Nationalism needs an enemy. In the United States of America, this blame has almost always fallen on the shoulders of immigrants. In Nazi Germany, the blame fell primarily on the shoulders of the Jewish people. Once an enemy has been created, a powder keg for extreme violence and cruelty is set to blow. In this book, I found it both heartbreaking and fascinating to watch Hitler couple this hatred with economic populism and then to follow the cascade toward concentration camps and genocide.

The Swiftness of It All

Germany’s surrender to authoritarian rule gave birth to concentrated power which led to ghettos, mass deportations, annexations, mass genocide, a war in Europe, a world war, and finally Hitler’s death by suicide.

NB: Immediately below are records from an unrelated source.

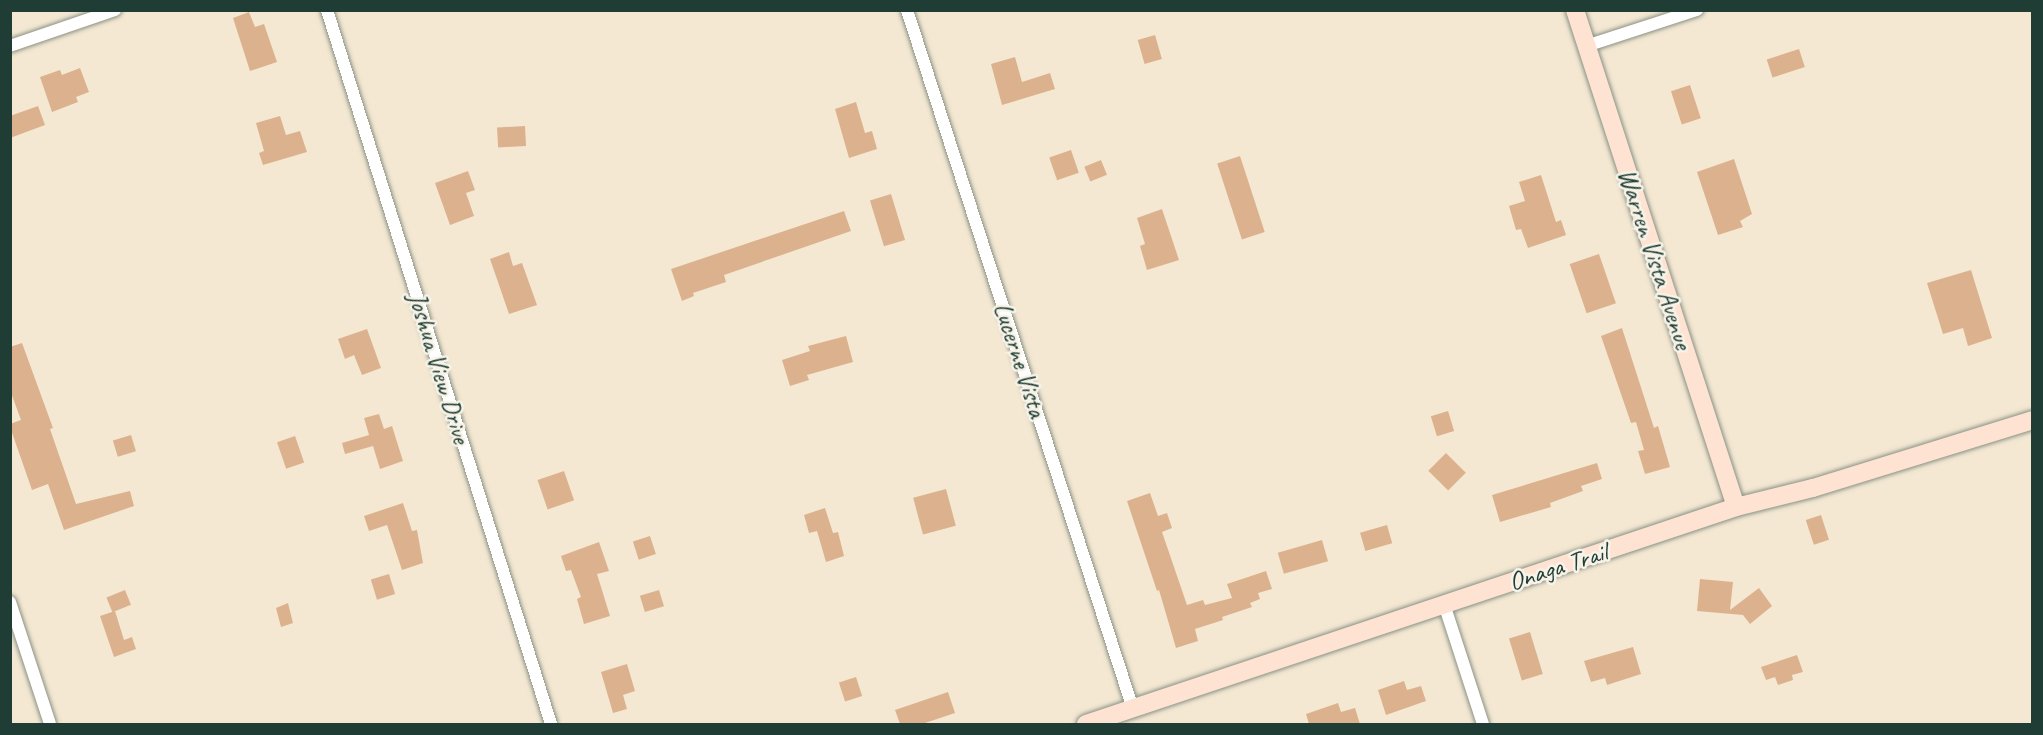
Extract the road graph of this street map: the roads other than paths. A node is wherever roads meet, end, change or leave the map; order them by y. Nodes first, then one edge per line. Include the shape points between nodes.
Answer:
1 (115, 10) edge
2 (327, 10) edge
3 (907, 10) edge
4 (1575, 10) edge
5 (1697, 10) edge
6 (10, 46) edge
7 (1586, 46) junction
8 (2032, 420) edge
9 (1736, 507) junction
10 (10, 602) edge
11 (1444, 604) junction
12 (1133, 709) junction
13 (50, 724) edge
14 (551, 724) edge
15 (1086, 724) edge
16 (1483, 724) edge

1 - 6 street
2 - 14 street, Joshua View Drive
3 - 12 street, Lucerne Vista
4 - 7 street, Warren Vista Avenue
5 - 7 street
7 - 9 street, Warren Vista Avenue
8 - 9 street, Onaga Trail via 1822,486
9 - 11 street, Onaga Trail
10 - 13 street
11 - 12 street, Onaga Trail
11 - 16 street
12 - 15 street, Onaga Trail

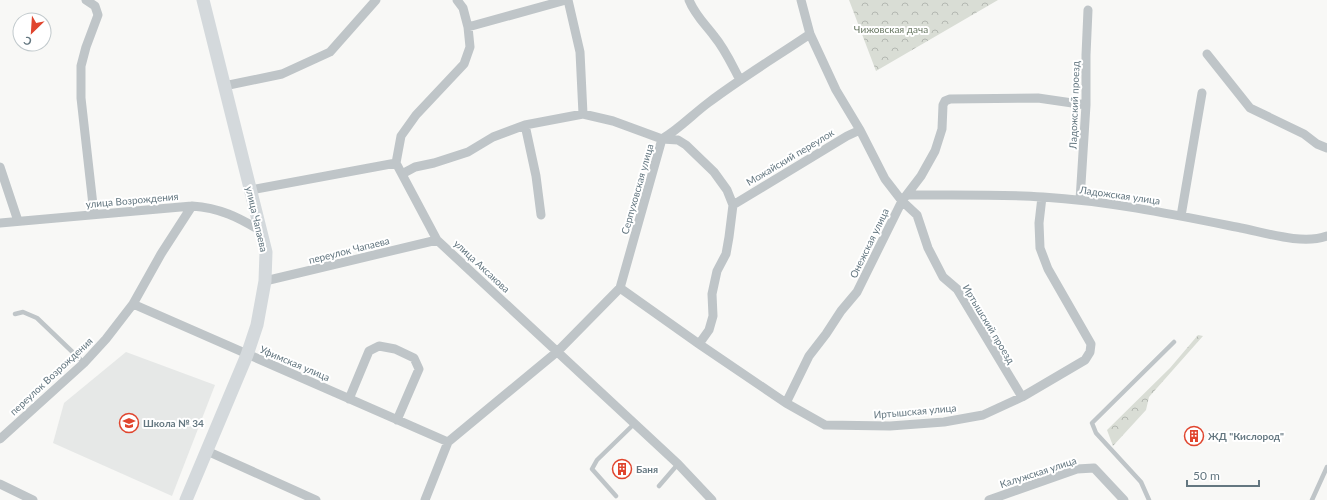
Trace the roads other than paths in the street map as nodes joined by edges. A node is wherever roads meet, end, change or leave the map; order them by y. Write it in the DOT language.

As I read this book, I was floored by the swiftness of it all. In a little over a decade, the decisions of a few and the complacency of millions changed the course of human history for eternity.

Cruel

It is impossible to experience something about the Holocaust and not be struck by the cruelty of it all. Beginning with laws meant to punish and isolate Jewish people, the Nazi’s dangerous worldview soon morphed into ghettos, concentration camps, mass executions, and demented forms of punishment. Reading the stories of families torn apart and lives lost because of this genocide made a profound and life-altering impact on me. After reading these…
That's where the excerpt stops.